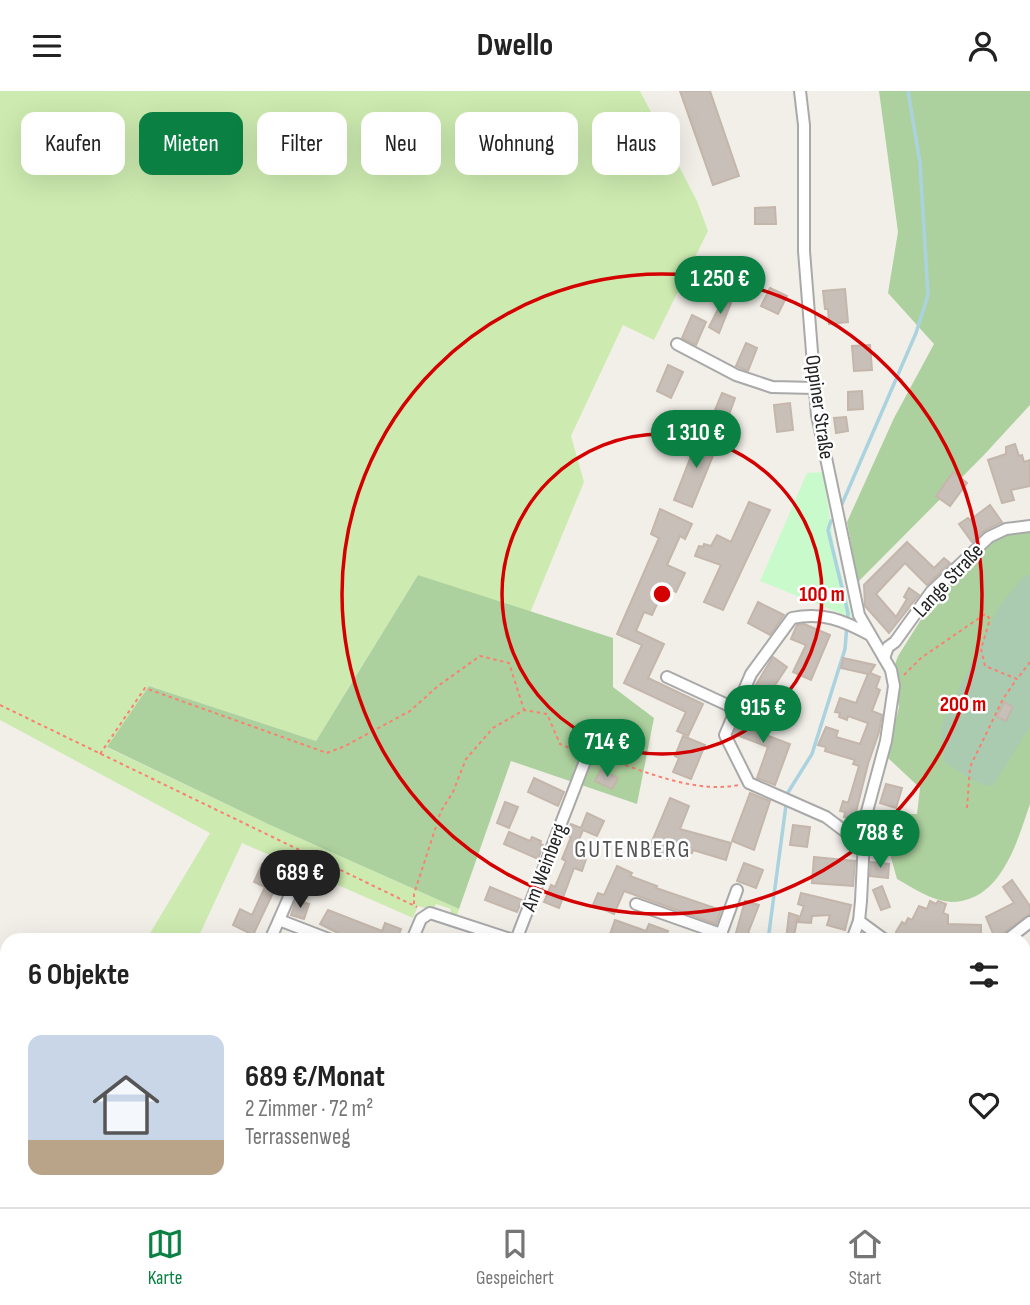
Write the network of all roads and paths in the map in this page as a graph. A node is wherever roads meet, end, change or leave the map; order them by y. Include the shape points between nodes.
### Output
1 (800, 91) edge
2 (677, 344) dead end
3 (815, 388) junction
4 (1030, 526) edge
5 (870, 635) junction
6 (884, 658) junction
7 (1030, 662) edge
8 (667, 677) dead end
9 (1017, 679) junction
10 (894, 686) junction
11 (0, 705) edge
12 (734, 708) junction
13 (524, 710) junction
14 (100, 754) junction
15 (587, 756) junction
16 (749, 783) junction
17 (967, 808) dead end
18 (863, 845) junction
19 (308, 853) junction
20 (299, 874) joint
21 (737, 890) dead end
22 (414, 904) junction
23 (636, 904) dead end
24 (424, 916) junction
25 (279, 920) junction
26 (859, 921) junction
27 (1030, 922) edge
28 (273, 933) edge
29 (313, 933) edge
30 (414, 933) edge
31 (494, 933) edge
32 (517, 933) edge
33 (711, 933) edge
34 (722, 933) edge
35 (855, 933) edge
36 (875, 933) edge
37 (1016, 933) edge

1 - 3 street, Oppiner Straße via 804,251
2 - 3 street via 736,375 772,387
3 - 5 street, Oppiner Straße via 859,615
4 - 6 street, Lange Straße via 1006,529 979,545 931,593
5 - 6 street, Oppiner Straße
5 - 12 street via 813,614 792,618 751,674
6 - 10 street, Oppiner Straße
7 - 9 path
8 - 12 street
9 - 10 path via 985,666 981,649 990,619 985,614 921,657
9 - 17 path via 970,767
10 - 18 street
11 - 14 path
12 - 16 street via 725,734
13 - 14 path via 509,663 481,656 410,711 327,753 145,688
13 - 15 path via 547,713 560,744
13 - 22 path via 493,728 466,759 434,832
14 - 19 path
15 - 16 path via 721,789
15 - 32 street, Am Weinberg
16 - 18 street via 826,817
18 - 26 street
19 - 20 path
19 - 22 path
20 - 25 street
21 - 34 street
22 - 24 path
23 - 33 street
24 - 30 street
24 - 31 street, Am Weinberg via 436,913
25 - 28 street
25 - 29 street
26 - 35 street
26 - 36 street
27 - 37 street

INSTRUCTIONS TO FOLLOW
Return every line of the listing that has the word "Straße" in it.

EXERCISE SOLUTION
1 - 3 street, Oppiner Straße via 804,251
3 - 5 street, Oppiner Straße via 859,615
4 - 6 street, Lange Straße via 1006,529 979,545 931,593
5 - 6 street, Oppiner Straße
6 - 10 street, Oppiner Straße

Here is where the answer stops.